La Renaissance au xve et au xvie siècle n’a guère mieux à nous offrir. Cette époque si brillante et si féconde pour les arts du dessin, telle qu’aucune autre n’est à lui comparer, qui a vu éclore tant de beaux génies et produit tant de chefs-d’œuvre, elle est très pauvre et à peu près stérile quant à la théorie. Du moins en est-il ainsi de ce qui a trait à la philosophie de l’art.

On ne trouve dans les écrits de cette époque, où l’imitation servile de l’antiquité a succédé à une autre autorité, rien qui ait quelque originalité.
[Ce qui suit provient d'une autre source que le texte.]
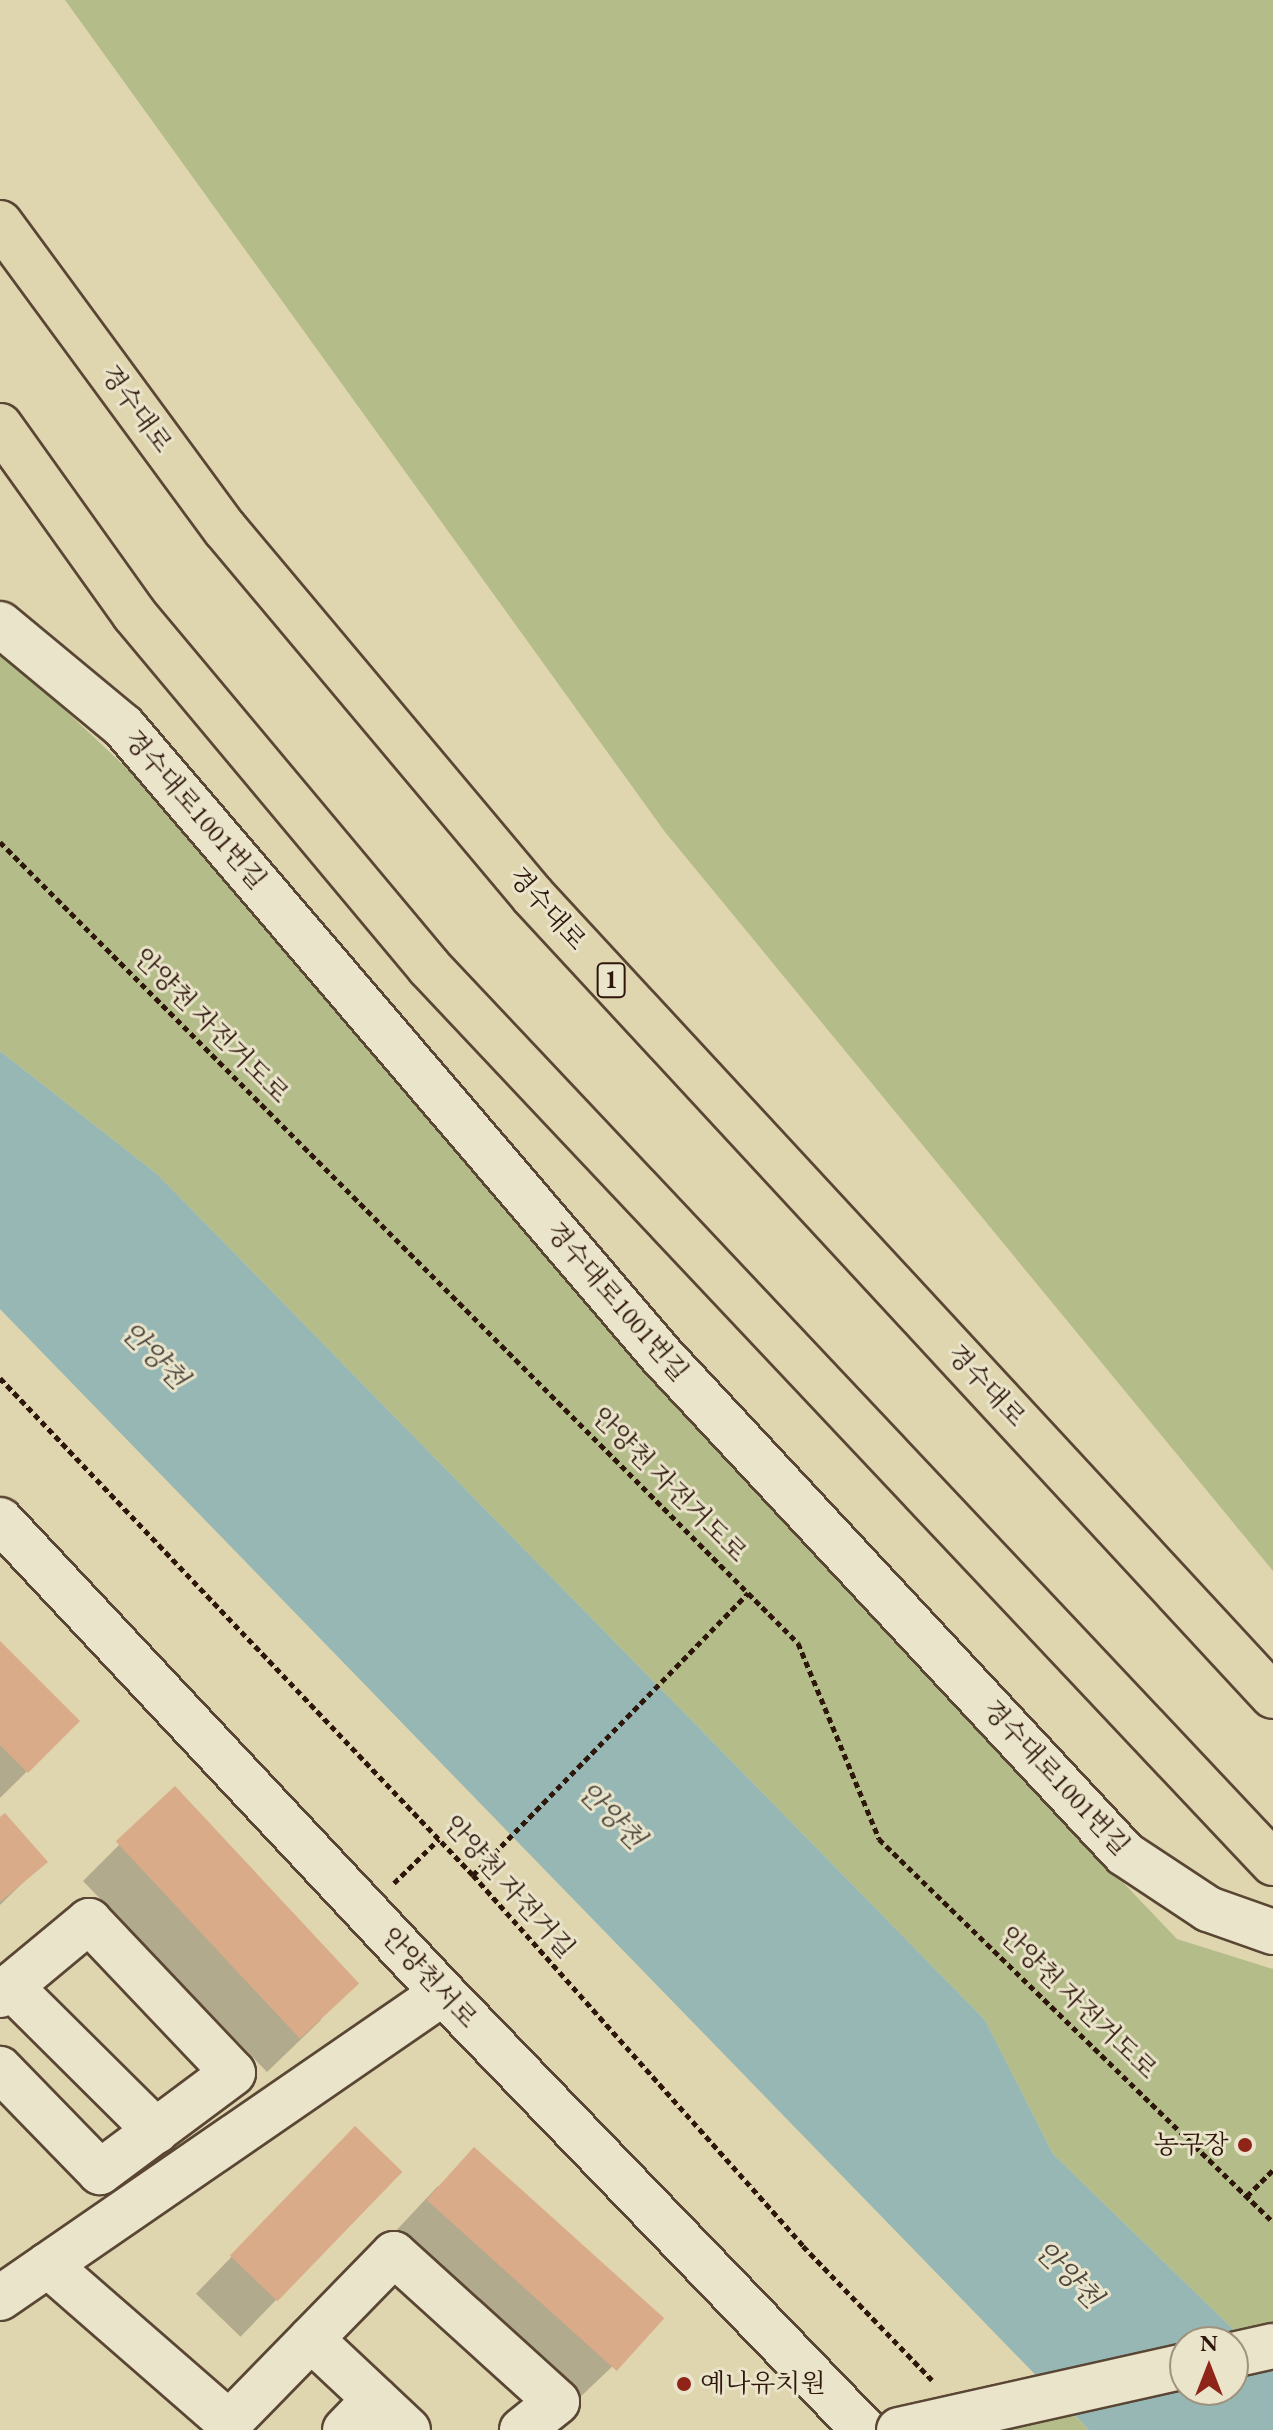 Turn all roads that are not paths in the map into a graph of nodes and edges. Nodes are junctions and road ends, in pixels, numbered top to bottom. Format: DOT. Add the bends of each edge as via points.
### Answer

Dans ceux de Jules César Scaliger par exemple, la division d’Aristote est à peine modifiée et indiquée, sans être ni discutée ni justifiée. On a là un exemple du divorce de la pratique et de la théorie ; cela prouve que les époques de création où l’art est florissant ne sont pas les mêmes que celles où la réflexion domine et où la raison est appelée à se rendre compte des œuvres que le génie a enfantées dans sa spontanéité native ou sa jeunesse première. Les facultés de l’esprit humain ne se développent pas toutes à la fois, il ne faut pas s’étonner qu’à côté d’une fécondité prodigieuse s’accuse d’un autre côté la plus complète impuissance ou stérilité.
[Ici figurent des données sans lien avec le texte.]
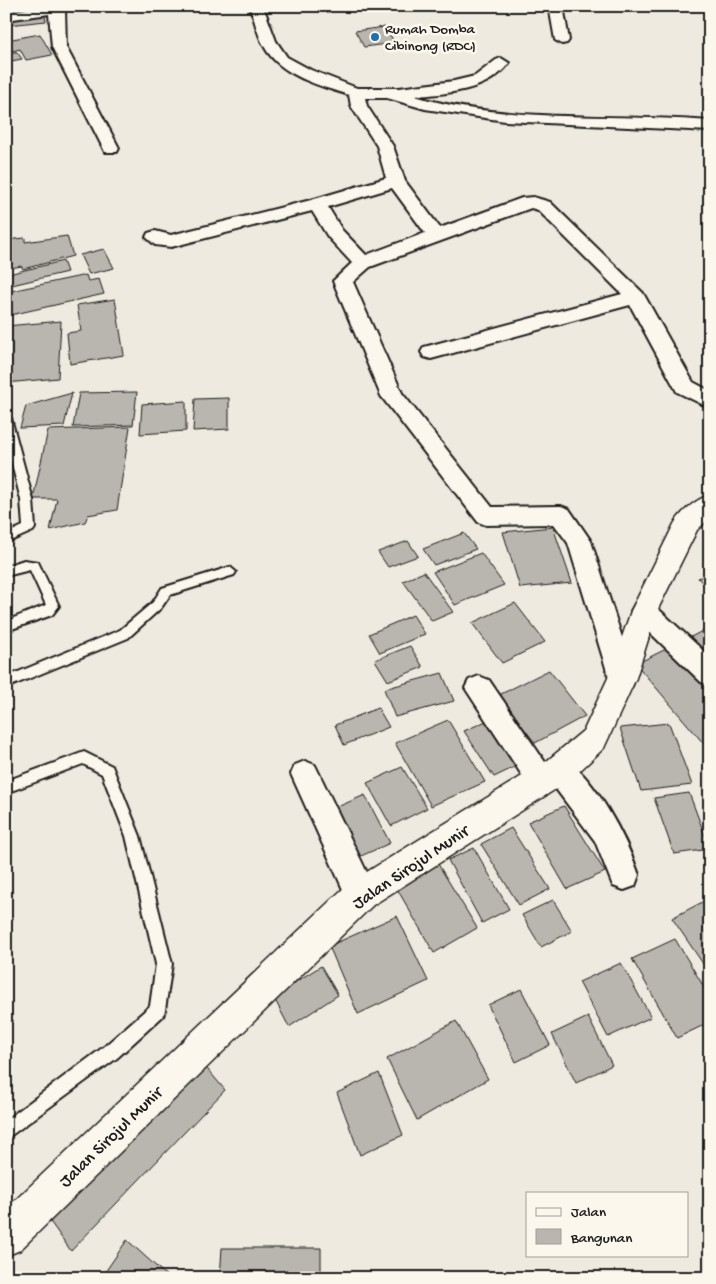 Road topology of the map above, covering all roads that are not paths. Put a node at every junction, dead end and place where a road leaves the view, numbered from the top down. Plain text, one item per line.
1 (256, 6) edge
2 (556, 6) edge
3 (57, 8) edge
4 (6, 16) edge
5 (562, 40) dead end
6 (501, 63) dead end
7 (356, 92) junction
8 (386, 93) junction
9 (710, 126) edge
10 (111, 148) dead end
11 (396, 181) junction
12 (317, 204) junction
13 (155, 237) dead end
14 (437, 237) junction
15 (363, 263) junction
16 (636, 297) junction
17 (431, 352) dead end
18 (710, 401) edge
19 (6, 418) edge
20 (710, 504) edge
21 (7, 537) edge
22 (6, 571) edge
23 (230, 572) dead end
24 (644, 611) junction
25 (6, 626) edge
26 (710, 674) edge
27 (622, 678) junction
28 (6, 683) edge
29 (479, 688) dead end
30 (306, 774) dead end
31 (550, 775) junction
32 (6, 787) edge
33 (624, 875) dead end
34 (361, 894) junction
35 (6, 1131) edge
36 (6, 1236) edge

1 - 7 street
2 - 5 street
3 - 4 street
3 - 10 street
6 - 8 street
7 - 8 street
7 - 11 street
8 - 9 street
11 - 12 street
11 - 14 street
12 - 13 street
12 - 15 street
14 - 15 street
14 - 16 street
15 - 27 street
16 - 17 street
16 - 18 street
19 - 21 lane
20 - 24 street, Jalan Sirojul Munir
22 - 25 lane
23 - 28 lane
24 - 26 street
24 - 27 street, Jalan Sirojul Munir
27 - 31 street, Jalan Sirojul Munir
29 - 31 street
30 - 34 street
31 - 33 street
31 - 34 street, Jalan Sirojul Munir
32 - 35 lane
34 - 36 street, Jalan Sirojul Munir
Au xviie siècle, l’esprit moderne secoue à la fois le joug de la scolastique et celui d’une imitation aveugle des anciens. Mais la pensée philosophique se porte uniquement vers les questions d’ordre scientifique ou spéculatif. Il s’agit de renouveler la science et de la fonder sur des bases nouvelles. Bacon et Descartes tracent la méthode à suivre. Mais ni l’un ni l’autre ne donne une attention sérieuse aux problèmes relatifs à l’art et aux œuvres de l’imagination.

Le premier, dans son grand ouvrage l’Instauratio magna et le De dignitate et augmentis scientiarum, dresse un tableau des connaissances humaines ; il fait une revue des sciences, dont il signale les lacunes et les imperfections. Ce qui frappe au premier abord, c’est que les arts y sont confondus avec les sciences et les arts utiles ou mécaniques avec les beaux-arts. La poésie et les lettres y sont tantôt considérées simplement comme des ornements de la vie, tantôt comme des branches de la sagesse. L’étude de leurs œuvres est réservée aux poètes eux-mêmes ou aux érudits, aux écrivains étrangers à la science.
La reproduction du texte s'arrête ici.